Sorry but my kid is awesome

I'm going to apologize ahead of time because honestly, after this past weeks craziness, I am so lucky to have an easy-going, laid back kid.  So seriously, stop reading right now if you don't want to hear about how great my daughter is or if you're going to hate me for it because she was amazing.

Here's a few highlights:

*Slept for an hour and a half on our flight down to Florida in Daddy's arms - this meant that not only was it 'easier' for us than entertaining her the whole time, but also that I got to chill and read my book and watch TV.

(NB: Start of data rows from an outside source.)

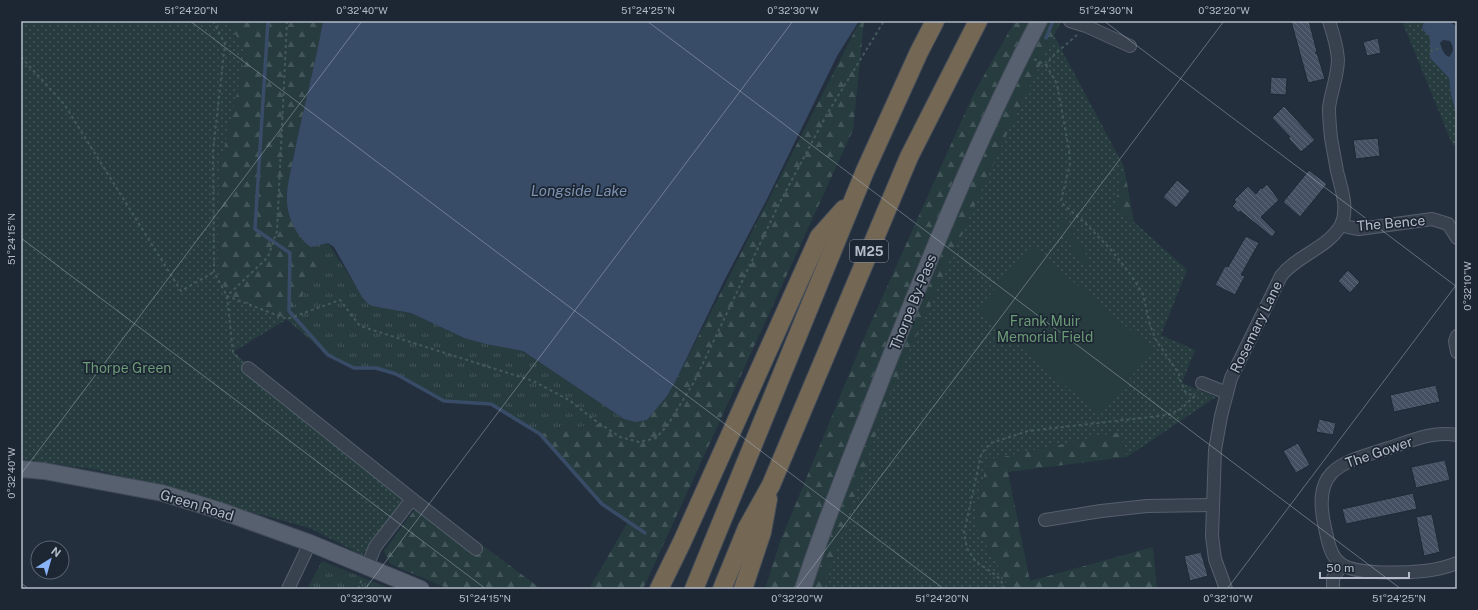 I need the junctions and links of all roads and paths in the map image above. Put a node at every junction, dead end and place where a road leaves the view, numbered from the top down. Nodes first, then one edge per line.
1 (213, 21) edge
2 (287, 21) edge
3 (884, 21) edge
4 (935, 21) edge
5 (978, 21) edge
6 (1039, 21) edge
7 (1070, 21) edge
8 (1329, 21) edge
9 (1086, 26) junction
10 (1130, 46) dead end
11 (1441, 48) dead end
12 (1430, 51) dead end
13 (1023, 53) junction
14 (21, 57) edge
15 (1046, 65) junction
16 (855, 196) junction
17 (1342, 223) junction
18 (1452, 224) edge
19 (1457, 238) edge
20 (214, 272) junction
21 (227, 296) junction
22 (1457, 336) edge
23 (1457, 352) edge
24 (248, 368) joint
25 (1202, 384) dead end
26 (1227, 394) junction
27 (1457, 435) edge
28 (21, 468) edge
29 (771, 485) junction
30 (412, 499) junction
31 (1213, 505) junction
32 (1044, 520) dead end
33 (310, 543) junction
34 (476, 549) dead end
35 (1457, 563) edge
36 (1342, 565) junction
37 (367, 567) junction
38 (288, 589) edge
39 (421, 589) edge
40 (659, 589) edge
41 (694, 589) edge
42 (722, 589) edge
43 (742, 589) edge
44 (803, 589) edge
45 (1005, 589) edge
46 (1226, 589) edge
47 (1333, 589) edge

1 - 20 path
2 - 21 path
3 - 21 path
4 - 16 highway, M25
5 - 29 highway, M25
6 - 13 main road, Thorpe By-Pass
7 - 9 street
8 - 17 street
9 - 10 street
9 - 15 path
11 - 12 path
13 - 15 path
13 - 44 main road, Thorpe By-Pass
14 - 20 path
15 - 45 path
16 - 40 highway
16 - 41 highway, M25
17 - 18 street, The Bence
17 - 26 street, Rosemary Lane
18 - 19 street, The Bence
20 - 21 path
21 - 24 path
22 - 23 street
24 - 30 street
25 - 26 street
26 - 31 street, Rosemary Lane
27 - 36 street, The Gower
28 - 33 main road, Green Road
29 - 42 highway, M25
29 - 43 highway
30 - 34 street
30 - 37 street
31 - 32 street
31 - 46 street, Rosemary Lane
33 - 37 main road, Green Road
33 - 38 street
35 - 36 street
36 - 47 street
37 - 39 main road, Green Road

Sleeping baby on plane = very happy daddy & mommy
*When she got up - was perfectly happy to eat some snacks, flirt with the people sitting behind us, and color with her crayons.
* Although we messed with her typical schedule BIG TIME - she napped when we needed her to and went to bed at night (usually 2 hours after her normal bedtime) with no fuss
* Napped in her jogging stroller by the pool/beach - amazing because we got to hang with family, with each other and enjoy the pool and ocean without having to go back up to the room
                                                                                                          













*We ate dinner out both nights we were down there and she was amazing - ate her food, walked around a bit, but no fussing - We were totally prepared to be "those" parents who have to leave, but we weren't
*Our flight was delayed four hours -this meant that we were in the airport for close to 6 hours - this could have been a nightmare, but she was such a trooper -ran around with some other little kids and took an unexpected nap at a later hour which really helped keep us calm about the whole situation.
*Napped for almost the whole flight home and when we came home at 1:30am(!) she still went back to sleep for the night.
*Even though we had to wake her up in order to go upstate Saturday morning, she was such a happy girl all day, going from hand to hand and enjoying all the extended family's company.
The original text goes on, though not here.